Second, there seems to be a lot of angst (both direct and indirect)
regarding such items as "uncertainty whether we can make get this working
in the JVM", "let's not discuss language features or things can quickly
derail", etc. but I very, very strongly urge this team to pause for a few
moments and answer some very basic questions:

	1. Who are our customer(s)?
	2. What problem(s) are we trying to solve?
	3. How is our solution better than the competition?

I have looked at https://wikis.oracle.com/display/HotSpotInternals/Sumatra
but did not see the answers to these questions. I understand this may feel
non-Agile and we all just want to write code, but we really need to answer
the three questions above, very specifically, before we do that. I believe
Project Sumatra to be incredibly important to the future of Java and the
polyglot JVM, but I'd hate to look up from writing code months or years
from now and realize we created a solution to a problem that didn't exist
or worse, the wrong solution to the wrong problems.

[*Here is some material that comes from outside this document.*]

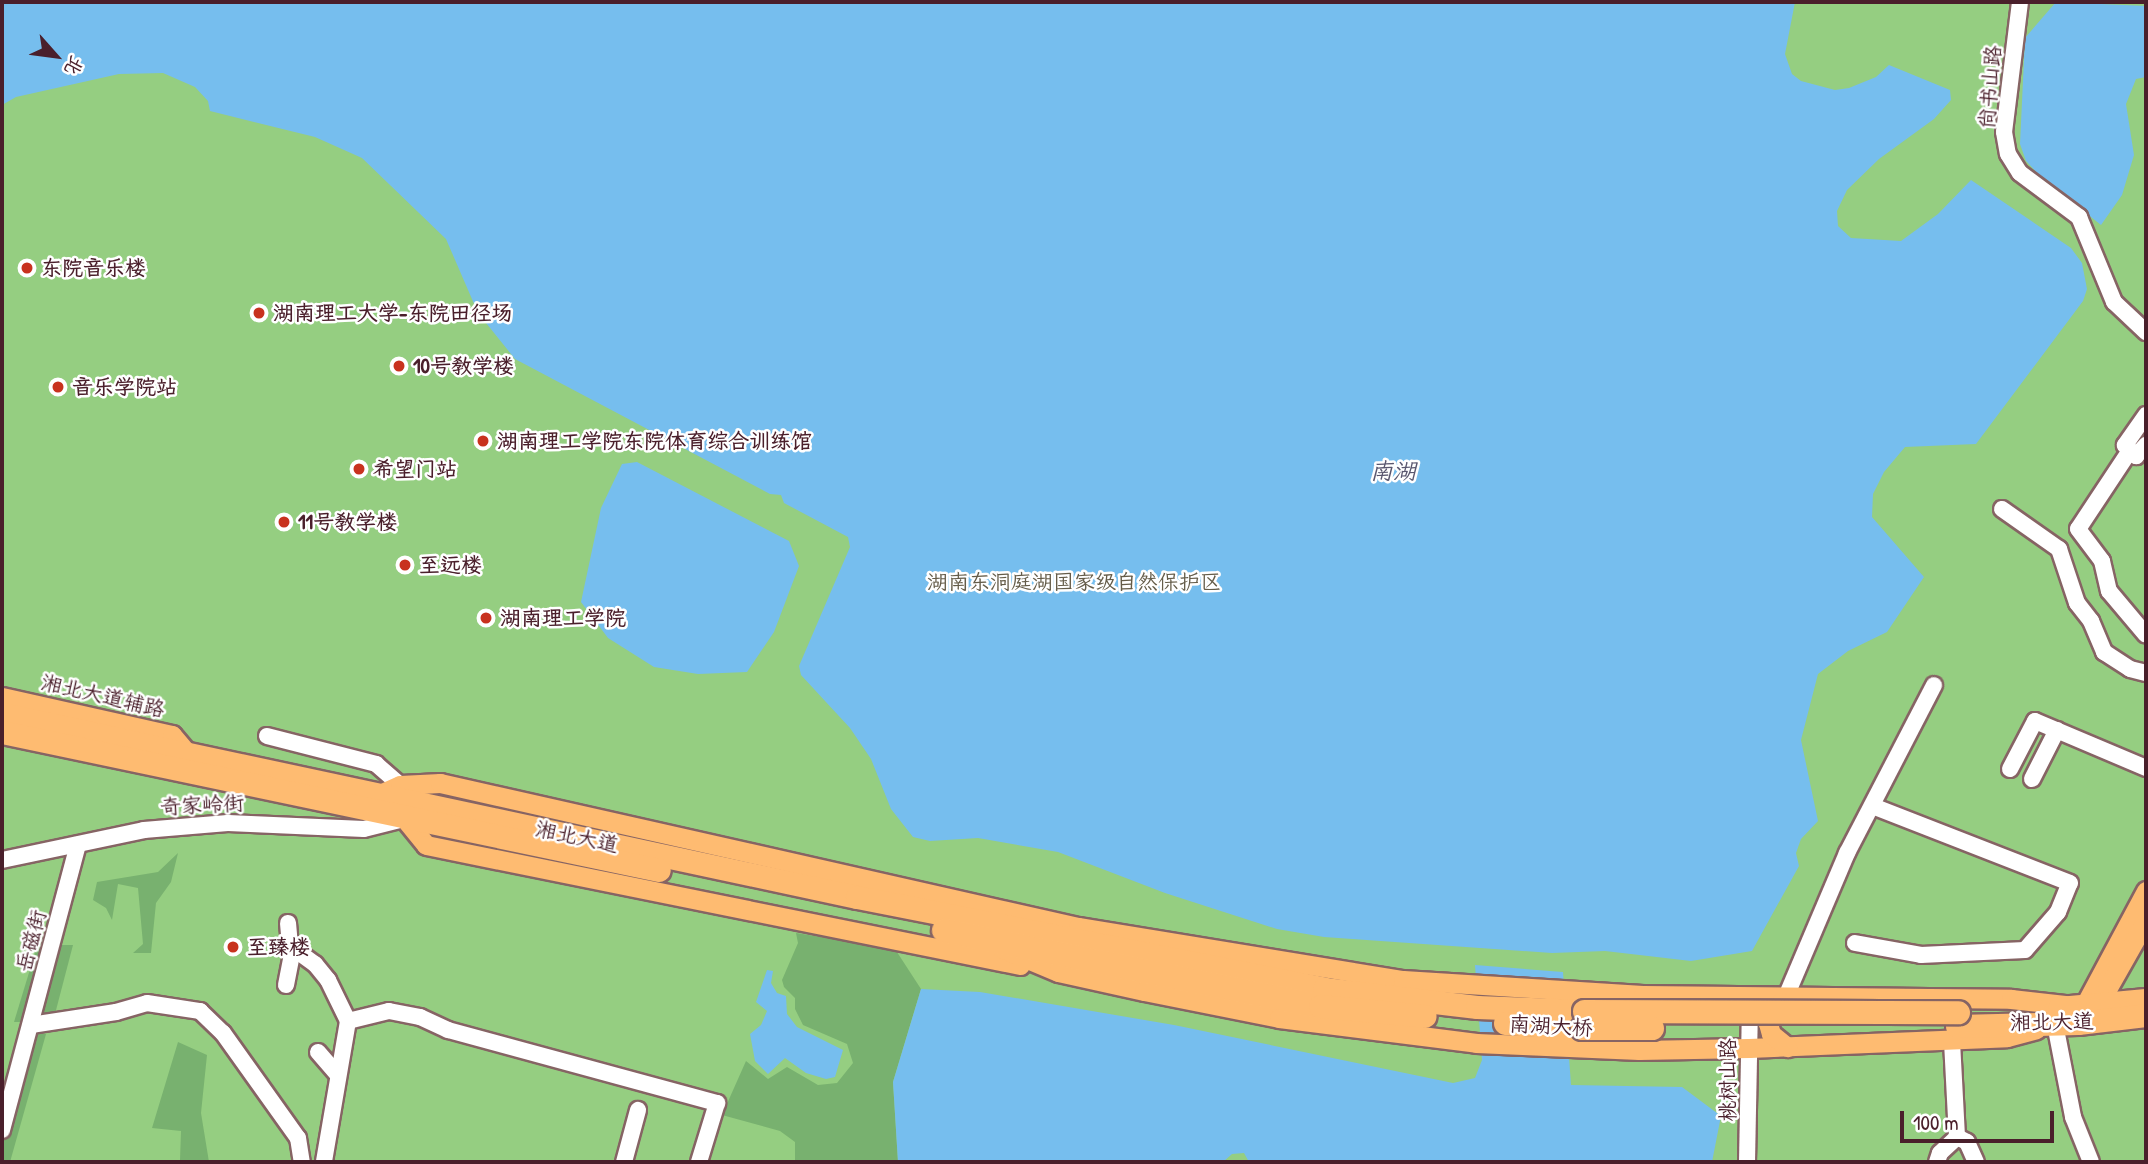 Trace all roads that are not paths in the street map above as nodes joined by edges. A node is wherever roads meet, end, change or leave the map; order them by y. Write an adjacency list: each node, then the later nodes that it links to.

I will take a crack at what I think the answers may be for Project
Sumatra, but I really want to hear what others think as well:

	1.  I believe our initial customers will be scientists, engineers and
quants. I do not believe that our customers will be "average joe"
programmers until parallel computing becomes a mainstream concept and/or
is taught in undergraduate college courses. Long-term we need to address
everyone.

	2.  I believe this has to be answered both "top down" and "bottom up"
(with overlap). Right now, it seems like people are focused on "how do I
expose the hardware" or "how do I execute code on the hardware" but does
that really solve the problem or answer the question? For example, we
already have existing libraries that can do both of those things and if
needed, non-Java programming languages we can call via JNI. I believe the
most fundamental problem we're trying to address is "general purpose
parallel programming and execution on heterogeneous hardware in Java".

For the top-down problem(s), I believe they are the following:

* Provide a natural and intuitive interface for parallel programming,
addressing both task parallel and data parallel paradigms
     * I will address these points in more detail below
     * Provide as many built-in libraries for parallel computation as
possible (BLAS, etc.)

* Make the underlying hardware execution as transparent as possible to the
programmer
     * If we have to expose "local" or "private" memory access, group
sizes, wavefronts, etc. to the user have we failed?
     * Should we provide both a course-grained and a fine-grained
interface?

* Provide non-trivial parallel computation support on heterogeneous
hardware
     * NBody is interesting, but most real-world problems are incredibly
more complex and these are the problems we should be targeting
     * Can we document specific computational problems we'd like to solve
using Project Sumatra?

* Support synchronous and asynchronous execution models
     * As environments become increasingly multi-threaded, multi-process
and distributed, can we provide a robust asynchronous execution model?
     * If not, can we even provide a basic asynchronous model?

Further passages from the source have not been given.